§ **Records for the exercise**:
Content starts
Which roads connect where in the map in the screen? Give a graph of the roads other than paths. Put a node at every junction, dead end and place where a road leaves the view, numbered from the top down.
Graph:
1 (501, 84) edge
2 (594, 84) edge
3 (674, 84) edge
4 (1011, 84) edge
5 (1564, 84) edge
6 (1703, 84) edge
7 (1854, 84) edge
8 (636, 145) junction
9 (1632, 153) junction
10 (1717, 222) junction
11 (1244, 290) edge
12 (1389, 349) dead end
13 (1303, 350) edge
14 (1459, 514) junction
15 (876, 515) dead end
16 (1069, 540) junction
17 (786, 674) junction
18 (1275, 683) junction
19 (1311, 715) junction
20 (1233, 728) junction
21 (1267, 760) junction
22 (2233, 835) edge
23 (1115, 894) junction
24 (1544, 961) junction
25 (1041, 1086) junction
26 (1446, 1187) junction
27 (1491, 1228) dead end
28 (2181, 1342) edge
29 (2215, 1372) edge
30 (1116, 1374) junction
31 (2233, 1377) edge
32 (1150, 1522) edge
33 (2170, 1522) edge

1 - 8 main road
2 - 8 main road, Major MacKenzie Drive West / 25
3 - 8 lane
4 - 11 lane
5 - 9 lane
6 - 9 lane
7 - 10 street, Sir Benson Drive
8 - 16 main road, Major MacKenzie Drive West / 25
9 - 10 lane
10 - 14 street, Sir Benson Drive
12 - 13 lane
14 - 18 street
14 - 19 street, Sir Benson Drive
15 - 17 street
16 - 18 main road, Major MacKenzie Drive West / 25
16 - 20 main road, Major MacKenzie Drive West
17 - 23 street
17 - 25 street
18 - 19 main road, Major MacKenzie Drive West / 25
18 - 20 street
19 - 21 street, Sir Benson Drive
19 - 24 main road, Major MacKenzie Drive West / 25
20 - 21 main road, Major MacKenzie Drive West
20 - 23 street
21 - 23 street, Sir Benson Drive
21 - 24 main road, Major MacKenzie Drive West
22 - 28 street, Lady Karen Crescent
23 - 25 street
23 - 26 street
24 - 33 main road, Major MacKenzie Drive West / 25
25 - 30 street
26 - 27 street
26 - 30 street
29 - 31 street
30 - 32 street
Content ends
Content starts
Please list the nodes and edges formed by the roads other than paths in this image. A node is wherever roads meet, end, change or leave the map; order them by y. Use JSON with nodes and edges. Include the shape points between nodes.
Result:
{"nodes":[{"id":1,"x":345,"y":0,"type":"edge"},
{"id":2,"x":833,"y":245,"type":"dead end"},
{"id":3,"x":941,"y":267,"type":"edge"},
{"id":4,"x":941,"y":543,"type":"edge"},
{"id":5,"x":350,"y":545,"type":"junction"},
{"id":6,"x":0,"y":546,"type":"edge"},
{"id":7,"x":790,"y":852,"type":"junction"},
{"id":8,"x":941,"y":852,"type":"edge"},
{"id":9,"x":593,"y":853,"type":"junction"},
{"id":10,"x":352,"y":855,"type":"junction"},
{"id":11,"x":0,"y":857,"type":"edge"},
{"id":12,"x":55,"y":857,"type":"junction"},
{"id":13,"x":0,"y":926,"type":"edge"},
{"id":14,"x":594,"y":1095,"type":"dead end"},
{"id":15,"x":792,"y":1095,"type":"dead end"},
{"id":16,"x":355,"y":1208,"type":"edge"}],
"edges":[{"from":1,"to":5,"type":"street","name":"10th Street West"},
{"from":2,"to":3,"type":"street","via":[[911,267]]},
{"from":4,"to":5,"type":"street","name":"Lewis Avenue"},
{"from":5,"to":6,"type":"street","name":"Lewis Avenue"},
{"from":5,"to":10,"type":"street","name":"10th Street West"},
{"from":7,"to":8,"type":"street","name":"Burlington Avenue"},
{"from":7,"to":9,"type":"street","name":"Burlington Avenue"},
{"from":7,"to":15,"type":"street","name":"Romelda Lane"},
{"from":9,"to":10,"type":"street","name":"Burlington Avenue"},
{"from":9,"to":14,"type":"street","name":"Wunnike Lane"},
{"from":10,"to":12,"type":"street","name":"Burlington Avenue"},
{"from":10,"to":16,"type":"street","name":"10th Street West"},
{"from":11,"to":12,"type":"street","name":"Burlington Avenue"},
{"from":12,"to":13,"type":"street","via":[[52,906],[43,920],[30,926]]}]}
Content ends
§ **Description of the task**:
Copy every line that includes the string "Lewis" from the material above.

§ **Answer box**:
{"from":4,"to":5,"type":"street","name":"Lewis Avenue"},
{"from":5,"to":6,"type":"street","name":"Lewis Avenue"},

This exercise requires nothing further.